[Collected data entries]
-----
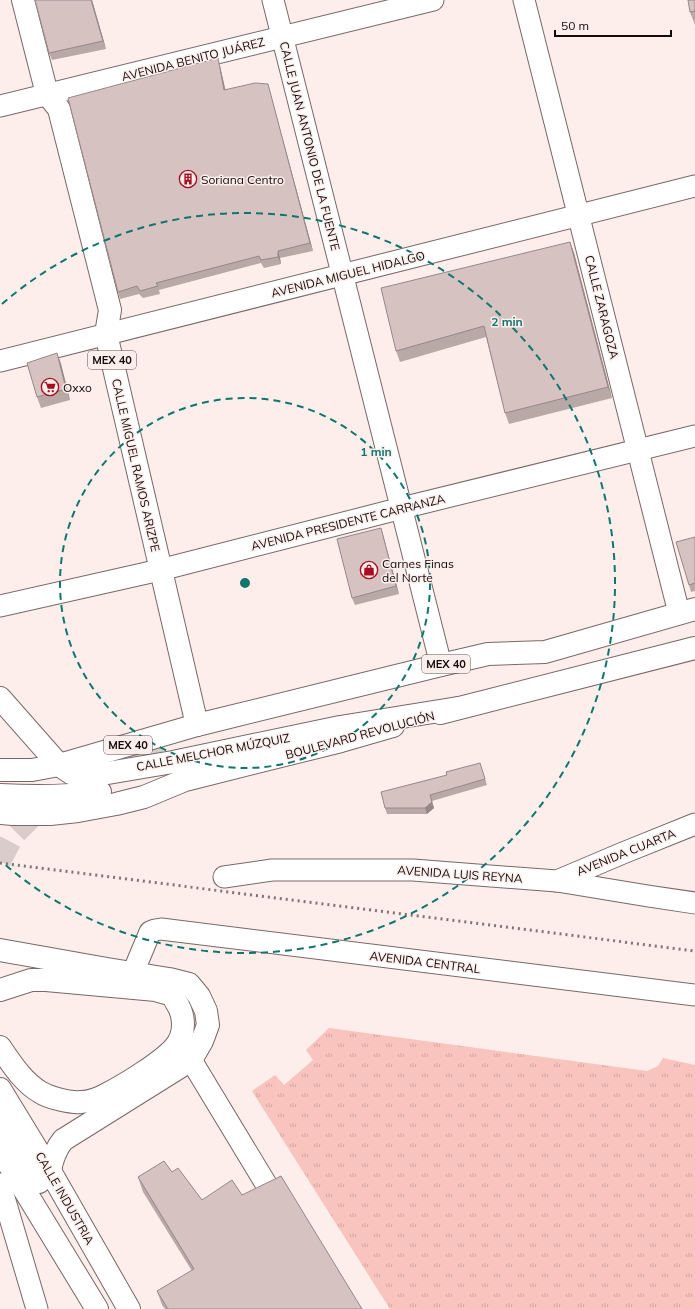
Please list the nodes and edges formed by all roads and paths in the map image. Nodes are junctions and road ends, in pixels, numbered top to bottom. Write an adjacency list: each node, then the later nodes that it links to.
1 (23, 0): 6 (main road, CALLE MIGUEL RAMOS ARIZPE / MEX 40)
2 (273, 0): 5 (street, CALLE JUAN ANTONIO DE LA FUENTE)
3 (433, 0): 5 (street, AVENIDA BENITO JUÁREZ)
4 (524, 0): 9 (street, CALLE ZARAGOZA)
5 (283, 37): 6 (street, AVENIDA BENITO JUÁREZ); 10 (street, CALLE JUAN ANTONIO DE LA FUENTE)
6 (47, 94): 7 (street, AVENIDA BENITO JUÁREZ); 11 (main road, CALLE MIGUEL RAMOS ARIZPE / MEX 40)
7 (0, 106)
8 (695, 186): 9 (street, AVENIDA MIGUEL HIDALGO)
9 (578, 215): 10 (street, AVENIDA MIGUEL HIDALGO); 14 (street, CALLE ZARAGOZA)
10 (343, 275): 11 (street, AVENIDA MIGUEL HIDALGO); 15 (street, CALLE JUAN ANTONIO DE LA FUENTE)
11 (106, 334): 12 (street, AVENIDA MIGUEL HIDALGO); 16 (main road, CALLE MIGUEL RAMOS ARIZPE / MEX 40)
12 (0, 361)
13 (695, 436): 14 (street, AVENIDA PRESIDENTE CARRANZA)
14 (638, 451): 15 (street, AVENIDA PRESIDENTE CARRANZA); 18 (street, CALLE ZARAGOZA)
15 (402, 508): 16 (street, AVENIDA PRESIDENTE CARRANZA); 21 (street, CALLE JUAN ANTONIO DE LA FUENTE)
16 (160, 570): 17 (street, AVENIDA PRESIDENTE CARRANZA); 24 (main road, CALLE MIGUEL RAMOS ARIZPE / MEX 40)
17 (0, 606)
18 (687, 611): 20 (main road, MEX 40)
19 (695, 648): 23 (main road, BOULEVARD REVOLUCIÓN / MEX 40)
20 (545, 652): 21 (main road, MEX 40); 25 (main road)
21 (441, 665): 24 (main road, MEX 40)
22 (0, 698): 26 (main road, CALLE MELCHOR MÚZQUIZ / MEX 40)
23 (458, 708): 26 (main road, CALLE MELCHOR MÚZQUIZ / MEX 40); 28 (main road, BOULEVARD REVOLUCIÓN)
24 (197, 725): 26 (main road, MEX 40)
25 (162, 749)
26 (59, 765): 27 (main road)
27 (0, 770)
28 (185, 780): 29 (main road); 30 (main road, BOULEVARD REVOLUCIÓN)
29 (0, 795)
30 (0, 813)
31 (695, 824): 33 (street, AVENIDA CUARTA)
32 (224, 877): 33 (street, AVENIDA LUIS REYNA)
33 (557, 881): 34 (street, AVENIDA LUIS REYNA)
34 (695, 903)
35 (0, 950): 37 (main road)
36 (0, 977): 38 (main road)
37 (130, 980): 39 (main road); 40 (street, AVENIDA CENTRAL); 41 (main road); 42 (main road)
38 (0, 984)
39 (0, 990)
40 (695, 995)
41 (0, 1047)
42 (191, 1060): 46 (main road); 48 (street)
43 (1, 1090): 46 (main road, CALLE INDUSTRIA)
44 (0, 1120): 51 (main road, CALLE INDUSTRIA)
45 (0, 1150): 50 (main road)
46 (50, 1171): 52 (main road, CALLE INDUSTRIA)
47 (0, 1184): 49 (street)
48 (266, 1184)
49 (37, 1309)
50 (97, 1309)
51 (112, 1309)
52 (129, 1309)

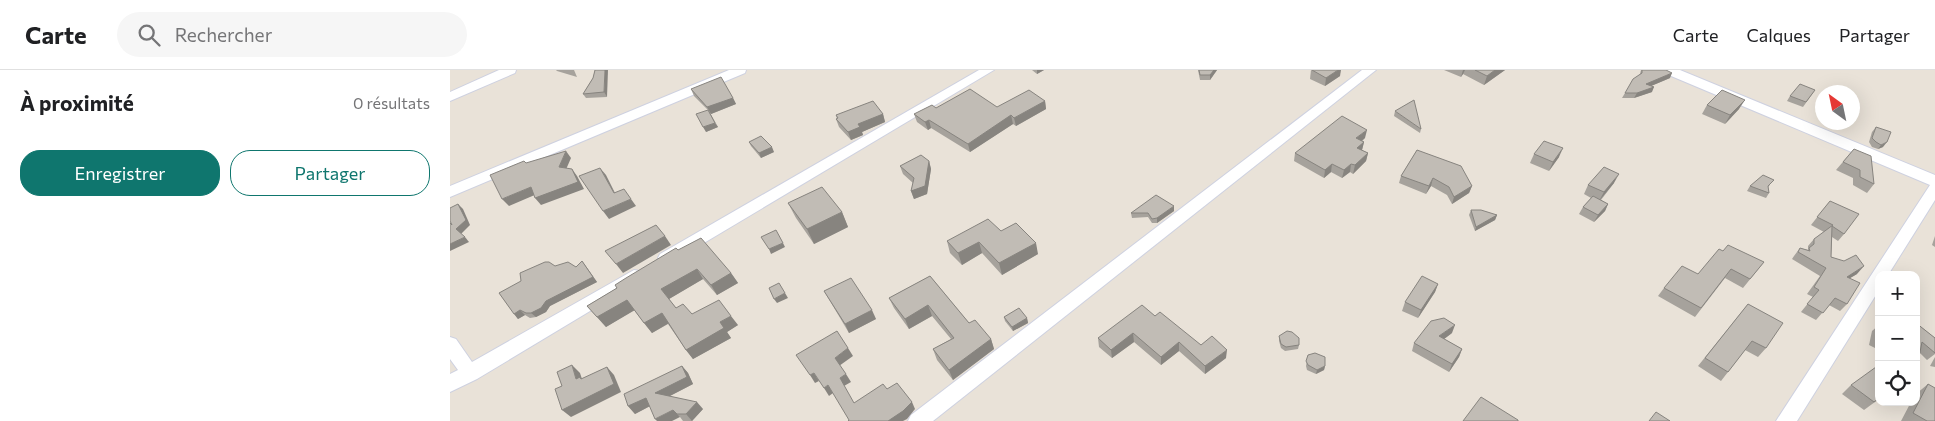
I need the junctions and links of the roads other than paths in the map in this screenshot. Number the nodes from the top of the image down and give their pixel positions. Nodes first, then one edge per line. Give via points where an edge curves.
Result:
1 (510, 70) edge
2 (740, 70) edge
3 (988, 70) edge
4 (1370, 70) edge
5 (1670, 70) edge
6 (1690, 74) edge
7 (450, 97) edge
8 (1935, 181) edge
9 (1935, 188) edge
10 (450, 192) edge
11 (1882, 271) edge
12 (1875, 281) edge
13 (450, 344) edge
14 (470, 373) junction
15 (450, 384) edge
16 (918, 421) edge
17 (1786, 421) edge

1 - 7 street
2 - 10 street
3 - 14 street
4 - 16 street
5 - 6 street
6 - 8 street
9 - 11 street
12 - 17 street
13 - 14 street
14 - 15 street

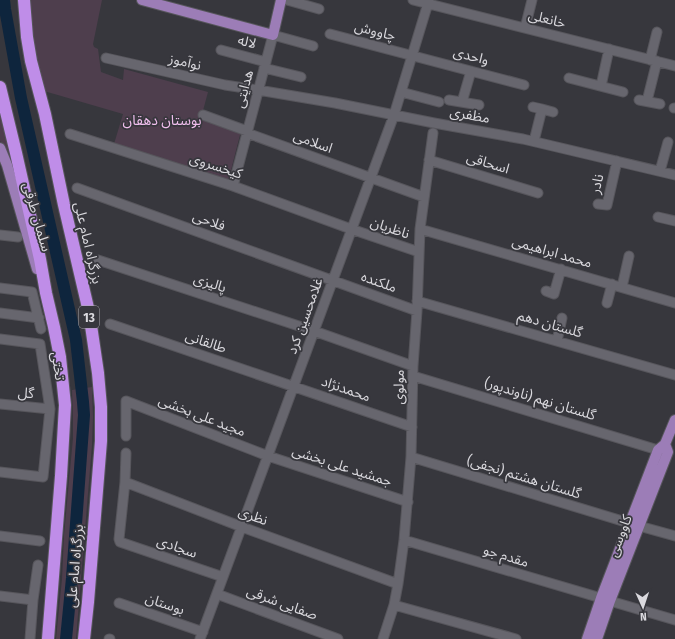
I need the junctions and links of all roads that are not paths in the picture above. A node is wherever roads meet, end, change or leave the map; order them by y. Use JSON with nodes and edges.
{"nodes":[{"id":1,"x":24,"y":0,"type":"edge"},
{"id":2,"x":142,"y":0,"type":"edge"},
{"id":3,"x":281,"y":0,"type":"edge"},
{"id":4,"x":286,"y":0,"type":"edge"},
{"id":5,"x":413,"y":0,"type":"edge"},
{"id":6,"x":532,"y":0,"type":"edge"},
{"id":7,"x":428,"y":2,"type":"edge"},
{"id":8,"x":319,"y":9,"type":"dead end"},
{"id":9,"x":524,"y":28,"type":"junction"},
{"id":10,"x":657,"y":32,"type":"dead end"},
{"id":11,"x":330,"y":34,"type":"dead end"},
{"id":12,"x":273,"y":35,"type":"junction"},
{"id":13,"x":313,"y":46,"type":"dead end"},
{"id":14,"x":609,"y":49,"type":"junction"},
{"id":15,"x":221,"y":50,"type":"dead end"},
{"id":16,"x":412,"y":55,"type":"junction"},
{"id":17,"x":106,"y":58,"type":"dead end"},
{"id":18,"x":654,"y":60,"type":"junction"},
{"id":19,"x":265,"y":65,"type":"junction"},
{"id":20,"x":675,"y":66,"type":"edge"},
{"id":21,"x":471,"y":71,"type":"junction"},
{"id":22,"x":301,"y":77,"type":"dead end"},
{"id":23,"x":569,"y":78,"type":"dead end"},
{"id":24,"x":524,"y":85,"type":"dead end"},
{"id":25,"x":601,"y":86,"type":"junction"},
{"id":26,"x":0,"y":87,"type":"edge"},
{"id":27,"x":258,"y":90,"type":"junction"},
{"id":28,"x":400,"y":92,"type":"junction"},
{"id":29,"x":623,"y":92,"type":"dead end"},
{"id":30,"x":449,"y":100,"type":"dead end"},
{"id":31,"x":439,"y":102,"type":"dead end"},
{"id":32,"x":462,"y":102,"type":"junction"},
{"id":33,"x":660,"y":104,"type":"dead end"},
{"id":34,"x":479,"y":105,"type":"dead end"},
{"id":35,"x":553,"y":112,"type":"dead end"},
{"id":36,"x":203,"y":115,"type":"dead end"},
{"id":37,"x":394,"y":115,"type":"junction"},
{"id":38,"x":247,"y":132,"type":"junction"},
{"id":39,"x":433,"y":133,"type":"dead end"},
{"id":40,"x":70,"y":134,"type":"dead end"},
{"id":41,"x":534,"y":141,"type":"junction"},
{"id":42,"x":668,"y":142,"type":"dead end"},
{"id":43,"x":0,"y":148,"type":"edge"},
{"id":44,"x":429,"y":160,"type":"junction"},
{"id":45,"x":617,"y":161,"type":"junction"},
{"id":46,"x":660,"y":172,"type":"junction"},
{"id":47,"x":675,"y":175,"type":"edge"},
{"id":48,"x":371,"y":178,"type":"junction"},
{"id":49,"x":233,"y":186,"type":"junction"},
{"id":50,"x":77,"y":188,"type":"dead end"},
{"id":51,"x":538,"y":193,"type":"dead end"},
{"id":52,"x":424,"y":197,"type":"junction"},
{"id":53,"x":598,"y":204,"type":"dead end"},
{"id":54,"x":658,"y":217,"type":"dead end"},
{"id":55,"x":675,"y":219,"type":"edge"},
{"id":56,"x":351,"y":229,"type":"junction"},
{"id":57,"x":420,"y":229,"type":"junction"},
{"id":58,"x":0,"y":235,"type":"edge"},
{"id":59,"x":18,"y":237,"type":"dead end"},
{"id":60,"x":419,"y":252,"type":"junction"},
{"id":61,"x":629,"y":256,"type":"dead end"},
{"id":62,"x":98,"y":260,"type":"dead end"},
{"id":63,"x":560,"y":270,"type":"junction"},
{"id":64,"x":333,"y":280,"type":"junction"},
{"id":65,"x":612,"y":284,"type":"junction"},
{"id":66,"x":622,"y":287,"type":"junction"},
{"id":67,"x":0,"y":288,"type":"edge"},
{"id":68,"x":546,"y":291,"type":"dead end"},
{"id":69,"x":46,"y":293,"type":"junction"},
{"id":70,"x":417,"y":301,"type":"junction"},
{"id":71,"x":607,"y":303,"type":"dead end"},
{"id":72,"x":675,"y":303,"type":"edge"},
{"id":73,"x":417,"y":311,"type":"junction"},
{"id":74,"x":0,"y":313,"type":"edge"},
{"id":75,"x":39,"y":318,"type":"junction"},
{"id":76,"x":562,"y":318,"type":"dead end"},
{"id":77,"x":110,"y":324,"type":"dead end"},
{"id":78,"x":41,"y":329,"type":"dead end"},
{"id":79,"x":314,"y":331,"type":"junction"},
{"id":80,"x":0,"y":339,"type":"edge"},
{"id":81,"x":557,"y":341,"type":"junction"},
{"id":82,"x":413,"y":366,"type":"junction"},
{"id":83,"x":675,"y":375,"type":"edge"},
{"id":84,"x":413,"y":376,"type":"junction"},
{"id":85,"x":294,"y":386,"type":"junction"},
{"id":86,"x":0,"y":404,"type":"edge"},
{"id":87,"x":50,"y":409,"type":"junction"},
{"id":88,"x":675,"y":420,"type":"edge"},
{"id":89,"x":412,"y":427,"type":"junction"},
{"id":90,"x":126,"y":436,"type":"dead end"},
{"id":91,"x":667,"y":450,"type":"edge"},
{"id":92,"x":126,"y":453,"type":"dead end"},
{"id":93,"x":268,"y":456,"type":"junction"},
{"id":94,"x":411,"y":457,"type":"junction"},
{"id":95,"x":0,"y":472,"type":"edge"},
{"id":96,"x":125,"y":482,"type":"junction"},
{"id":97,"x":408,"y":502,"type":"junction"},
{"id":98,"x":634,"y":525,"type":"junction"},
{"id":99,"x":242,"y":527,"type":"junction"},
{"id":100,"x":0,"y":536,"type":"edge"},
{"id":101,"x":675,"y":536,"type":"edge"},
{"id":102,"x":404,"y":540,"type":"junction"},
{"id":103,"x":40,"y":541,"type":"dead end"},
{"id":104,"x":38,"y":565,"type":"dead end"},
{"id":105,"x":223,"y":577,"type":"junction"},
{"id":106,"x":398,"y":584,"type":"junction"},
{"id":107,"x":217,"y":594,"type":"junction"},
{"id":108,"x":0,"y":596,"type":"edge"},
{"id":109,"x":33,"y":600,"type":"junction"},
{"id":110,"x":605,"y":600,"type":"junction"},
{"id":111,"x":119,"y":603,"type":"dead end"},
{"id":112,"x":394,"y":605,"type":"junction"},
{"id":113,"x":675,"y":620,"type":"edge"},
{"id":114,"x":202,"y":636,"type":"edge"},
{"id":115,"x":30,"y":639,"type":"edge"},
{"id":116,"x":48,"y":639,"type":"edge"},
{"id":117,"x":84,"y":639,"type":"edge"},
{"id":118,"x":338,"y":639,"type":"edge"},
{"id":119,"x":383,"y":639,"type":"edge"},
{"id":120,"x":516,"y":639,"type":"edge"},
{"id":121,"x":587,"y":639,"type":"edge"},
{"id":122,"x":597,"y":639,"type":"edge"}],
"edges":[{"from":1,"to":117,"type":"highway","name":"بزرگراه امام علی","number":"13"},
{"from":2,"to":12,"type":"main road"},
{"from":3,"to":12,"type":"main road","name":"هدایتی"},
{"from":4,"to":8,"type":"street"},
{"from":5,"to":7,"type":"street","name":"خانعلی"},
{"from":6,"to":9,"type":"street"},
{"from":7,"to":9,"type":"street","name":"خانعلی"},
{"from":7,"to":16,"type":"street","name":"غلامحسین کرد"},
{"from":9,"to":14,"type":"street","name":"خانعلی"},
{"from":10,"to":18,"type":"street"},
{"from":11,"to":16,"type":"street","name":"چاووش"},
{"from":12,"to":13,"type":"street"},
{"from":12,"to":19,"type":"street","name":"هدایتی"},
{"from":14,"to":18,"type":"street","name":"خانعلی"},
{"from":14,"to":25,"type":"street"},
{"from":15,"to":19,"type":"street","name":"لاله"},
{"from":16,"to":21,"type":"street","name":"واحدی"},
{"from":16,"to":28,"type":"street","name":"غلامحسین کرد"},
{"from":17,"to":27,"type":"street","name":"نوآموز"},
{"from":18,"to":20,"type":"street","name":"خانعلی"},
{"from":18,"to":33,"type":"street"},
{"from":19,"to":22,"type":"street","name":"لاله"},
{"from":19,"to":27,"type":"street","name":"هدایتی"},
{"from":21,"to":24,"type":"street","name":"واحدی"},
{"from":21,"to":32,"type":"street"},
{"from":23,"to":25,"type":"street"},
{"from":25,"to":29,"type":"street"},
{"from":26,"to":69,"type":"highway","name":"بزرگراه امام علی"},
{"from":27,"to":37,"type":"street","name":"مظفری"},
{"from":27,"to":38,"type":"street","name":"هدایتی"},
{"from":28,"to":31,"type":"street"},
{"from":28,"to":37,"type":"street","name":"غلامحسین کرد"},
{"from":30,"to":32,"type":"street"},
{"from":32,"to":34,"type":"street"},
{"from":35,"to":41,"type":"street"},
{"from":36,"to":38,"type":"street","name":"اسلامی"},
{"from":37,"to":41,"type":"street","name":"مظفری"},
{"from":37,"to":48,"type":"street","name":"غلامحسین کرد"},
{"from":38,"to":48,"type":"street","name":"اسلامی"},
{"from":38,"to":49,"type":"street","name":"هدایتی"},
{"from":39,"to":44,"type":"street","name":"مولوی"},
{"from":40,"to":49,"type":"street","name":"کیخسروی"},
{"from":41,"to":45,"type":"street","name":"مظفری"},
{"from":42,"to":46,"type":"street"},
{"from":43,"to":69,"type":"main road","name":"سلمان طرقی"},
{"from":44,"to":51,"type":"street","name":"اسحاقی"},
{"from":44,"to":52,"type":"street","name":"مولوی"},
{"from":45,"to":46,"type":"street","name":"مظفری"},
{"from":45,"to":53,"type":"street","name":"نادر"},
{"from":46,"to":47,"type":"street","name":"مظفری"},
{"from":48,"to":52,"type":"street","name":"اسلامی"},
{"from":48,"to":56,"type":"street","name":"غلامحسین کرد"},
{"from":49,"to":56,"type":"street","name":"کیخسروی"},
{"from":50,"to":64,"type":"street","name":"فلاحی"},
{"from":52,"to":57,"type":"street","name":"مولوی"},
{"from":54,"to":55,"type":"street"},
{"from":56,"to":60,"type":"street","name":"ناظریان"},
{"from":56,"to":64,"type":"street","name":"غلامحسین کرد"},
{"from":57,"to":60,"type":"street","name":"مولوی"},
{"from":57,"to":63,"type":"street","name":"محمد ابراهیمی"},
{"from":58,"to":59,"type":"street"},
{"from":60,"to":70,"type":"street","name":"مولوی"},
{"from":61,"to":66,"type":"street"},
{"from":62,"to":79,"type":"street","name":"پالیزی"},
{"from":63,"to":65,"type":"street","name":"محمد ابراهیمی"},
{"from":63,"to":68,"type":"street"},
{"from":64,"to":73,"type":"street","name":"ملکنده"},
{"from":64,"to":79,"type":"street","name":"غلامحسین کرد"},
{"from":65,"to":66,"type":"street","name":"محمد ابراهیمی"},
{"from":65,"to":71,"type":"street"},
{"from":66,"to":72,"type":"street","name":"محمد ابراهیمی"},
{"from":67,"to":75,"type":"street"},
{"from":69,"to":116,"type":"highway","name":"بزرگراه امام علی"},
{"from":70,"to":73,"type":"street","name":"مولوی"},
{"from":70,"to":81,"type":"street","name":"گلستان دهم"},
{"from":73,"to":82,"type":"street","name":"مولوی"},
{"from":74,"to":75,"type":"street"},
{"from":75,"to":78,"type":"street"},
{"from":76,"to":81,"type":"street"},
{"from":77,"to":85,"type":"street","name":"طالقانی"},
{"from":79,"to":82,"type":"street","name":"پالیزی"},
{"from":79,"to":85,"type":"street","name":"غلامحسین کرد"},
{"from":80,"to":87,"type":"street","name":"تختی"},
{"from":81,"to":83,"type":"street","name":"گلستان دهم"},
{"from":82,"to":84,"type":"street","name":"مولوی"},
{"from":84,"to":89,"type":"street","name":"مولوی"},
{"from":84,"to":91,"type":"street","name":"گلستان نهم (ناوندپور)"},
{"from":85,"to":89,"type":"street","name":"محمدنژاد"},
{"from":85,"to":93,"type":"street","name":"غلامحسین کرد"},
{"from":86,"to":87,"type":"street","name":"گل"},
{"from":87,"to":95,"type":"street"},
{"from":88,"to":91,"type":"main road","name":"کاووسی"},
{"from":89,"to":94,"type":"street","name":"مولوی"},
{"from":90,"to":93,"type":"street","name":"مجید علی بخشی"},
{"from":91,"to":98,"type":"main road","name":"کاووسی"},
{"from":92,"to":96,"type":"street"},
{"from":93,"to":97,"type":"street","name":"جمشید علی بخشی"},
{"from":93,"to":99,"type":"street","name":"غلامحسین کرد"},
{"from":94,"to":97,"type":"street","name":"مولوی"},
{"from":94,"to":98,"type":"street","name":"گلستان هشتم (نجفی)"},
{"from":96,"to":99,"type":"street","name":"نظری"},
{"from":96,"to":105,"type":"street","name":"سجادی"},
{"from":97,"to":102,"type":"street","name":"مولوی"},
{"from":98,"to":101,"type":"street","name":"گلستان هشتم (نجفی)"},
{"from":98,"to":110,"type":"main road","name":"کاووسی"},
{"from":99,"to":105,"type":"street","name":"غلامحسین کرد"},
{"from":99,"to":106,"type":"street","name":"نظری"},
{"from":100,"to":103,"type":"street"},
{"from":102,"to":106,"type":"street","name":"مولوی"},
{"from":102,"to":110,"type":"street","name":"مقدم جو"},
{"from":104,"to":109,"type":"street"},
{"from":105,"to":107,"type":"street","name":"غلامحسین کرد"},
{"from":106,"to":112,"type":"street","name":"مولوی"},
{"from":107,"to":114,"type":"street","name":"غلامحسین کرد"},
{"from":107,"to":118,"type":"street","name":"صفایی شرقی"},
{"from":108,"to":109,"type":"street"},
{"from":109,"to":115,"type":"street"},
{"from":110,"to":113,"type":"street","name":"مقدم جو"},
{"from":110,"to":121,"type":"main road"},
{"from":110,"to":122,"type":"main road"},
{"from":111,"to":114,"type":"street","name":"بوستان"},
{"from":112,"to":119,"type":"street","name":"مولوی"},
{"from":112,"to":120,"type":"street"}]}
-----
> [Problem description]: Find how many lines of the entries include the word "بخشی". The number is the entire reply.

> [Written solution]: 2